Dataset section start

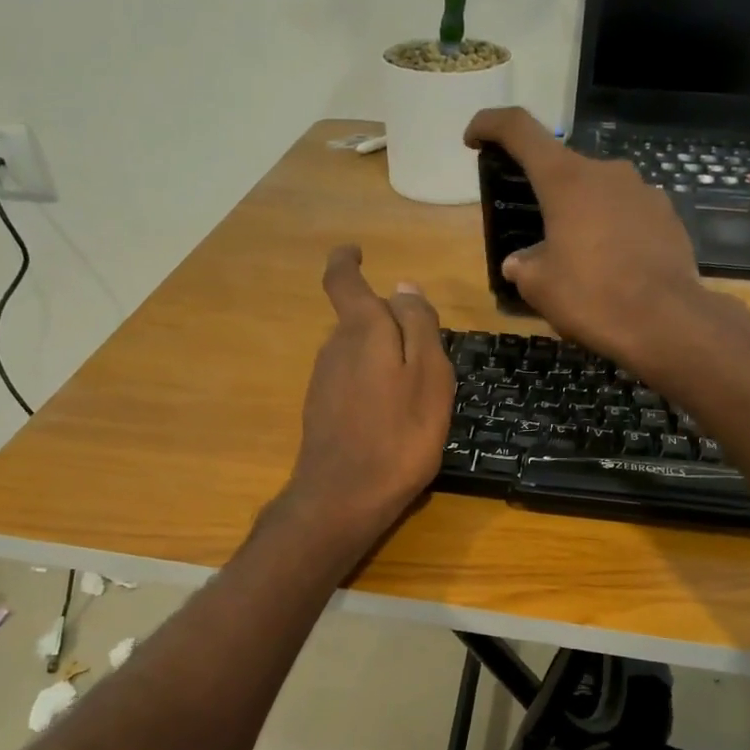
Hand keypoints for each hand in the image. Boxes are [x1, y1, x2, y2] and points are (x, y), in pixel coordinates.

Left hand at [283, 245, 454, 547]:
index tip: (356, 252)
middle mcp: (335, 348)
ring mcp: (324, 381)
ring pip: (358, 352)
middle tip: (427, 352)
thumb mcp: (428, 375)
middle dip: (389, 324)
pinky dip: (374, 384)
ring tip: (418, 392)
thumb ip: (418, 326)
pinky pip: (352, 381)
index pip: (343, 280)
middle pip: (360, 320)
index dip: (346, 261)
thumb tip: (405, 286)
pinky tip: (393, 417)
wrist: (345, 498)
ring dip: (384, 358)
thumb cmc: (399, 435)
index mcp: (362, 331)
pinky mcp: (321, 410)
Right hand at [464, 107, 749, 379]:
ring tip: (578, 260)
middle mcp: (607, 172)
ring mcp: (644, 191)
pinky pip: (629, 215)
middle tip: (536, 234)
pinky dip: (613, 232)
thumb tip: (519, 263)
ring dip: (582, 216)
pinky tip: (612, 268)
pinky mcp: (668, 217)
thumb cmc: (591, 297)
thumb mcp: (539, 287)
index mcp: (566, 179)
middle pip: (564, 169)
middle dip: (546, 195)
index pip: (520, 130)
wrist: (666, 323)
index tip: (474, 138)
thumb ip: (523, 265)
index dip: (491, 125)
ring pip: (600, 194)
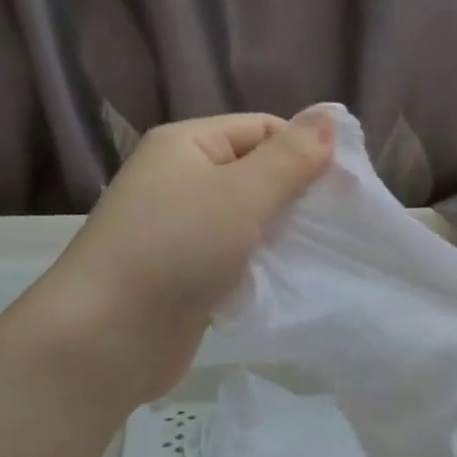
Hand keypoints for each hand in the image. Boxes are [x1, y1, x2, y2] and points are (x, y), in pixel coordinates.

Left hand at [30, 111, 332, 402]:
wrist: (110, 334)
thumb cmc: (176, 248)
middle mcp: (181, 182)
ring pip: (249, 224)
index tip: (346, 187)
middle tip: (338, 226)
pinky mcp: (187, 278)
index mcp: (187, 146)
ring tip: (321, 256)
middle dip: (298, 198)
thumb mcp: (241, 194)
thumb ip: (290, 160)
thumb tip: (328, 121)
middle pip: (256, 176)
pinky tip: (287, 284)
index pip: (262, 130)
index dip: (305, 151)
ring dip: (282, 238)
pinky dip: (261, 270)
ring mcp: (182, 233)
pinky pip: (236, 262)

Dataset section end

> Work required
All of the records above are to be copied exactly, minus the pictures.

> Exercise result
Hand keypoints for each hand in the image. Boxes are [x1, y1, x2, y2] and points are (x, y), in pixel coordinates.

Left hand at [283, 245, 454, 547]:
index tip: (356, 252)
middle mcp: (335, 348)
ring mcp: (324, 381)
ring pip: (358, 352)
middle tip: (427, 352)
thumb mcp: (428, 375)
middle dip: (389, 324)
pinky dip: (374, 384)
ring tip: (418, 392)
thumb ip: (418, 326)
pinky pip: (352, 381)
index pip: (343, 280)
middle pip: (360, 320)
index dip: (346, 261)
thumb tip: (405, 286)
pinky tip: (393, 417)
wrist: (345, 498)
ring dip: (384, 358)
thumb cmc: (399, 435)
index mcp: (362, 331)
pinky mcp: (321, 410)
Right hand at [464, 107, 749, 379]:
ring tip: (578, 260)
middle mcp: (607, 172)
ring mcp: (644, 191)
pinky pip: (629, 215)
middle tip: (536, 234)
pinky dip: (613, 232)
thumb tip: (519, 263)
ring dip: (582, 216)
pinky tip: (612, 268)
pinky mcp: (668, 217)
thumb cmc: (591, 297)
thumb mcp: (539, 287)
index mcp: (566, 179)
middle pip: (564, 169)
middle dip: (546, 195)
index pip: (520, 130)
wrist: (666, 323)
index tip: (474, 138)
thumb ip: (523, 265)
index dip: (491, 125)
ring pip: (600, 194)
Hand keypoints for each hand in the image. Boxes are [x1, y1, x2, y2] and points are (x, y), in pixel coordinates.

Left hand at [30, 111, 332, 402]:
wrist: (110, 334)
thumb cmc: (176, 248)
middle mcp: (181, 182)
ring pip: (249, 224)
index tip: (346, 187)
middle tip: (338, 226)
pinky mcp: (187, 278)
index mcp: (187, 146)
ring tip: (321, 256)
middle dip: (298, 198)
thumb mcp: (241, 194)
thumb ip: (290, 160)
thumb tip: (328, 121)
middle pip: (256, 176)
pinky tip: (287, 284)
index pip: (262, 130)
index dip: (305, 151)
ring dip: (282, 238)
pinky dip: (261, 270)
ring mcp: (182, 233)
pinky pip: (236, 262)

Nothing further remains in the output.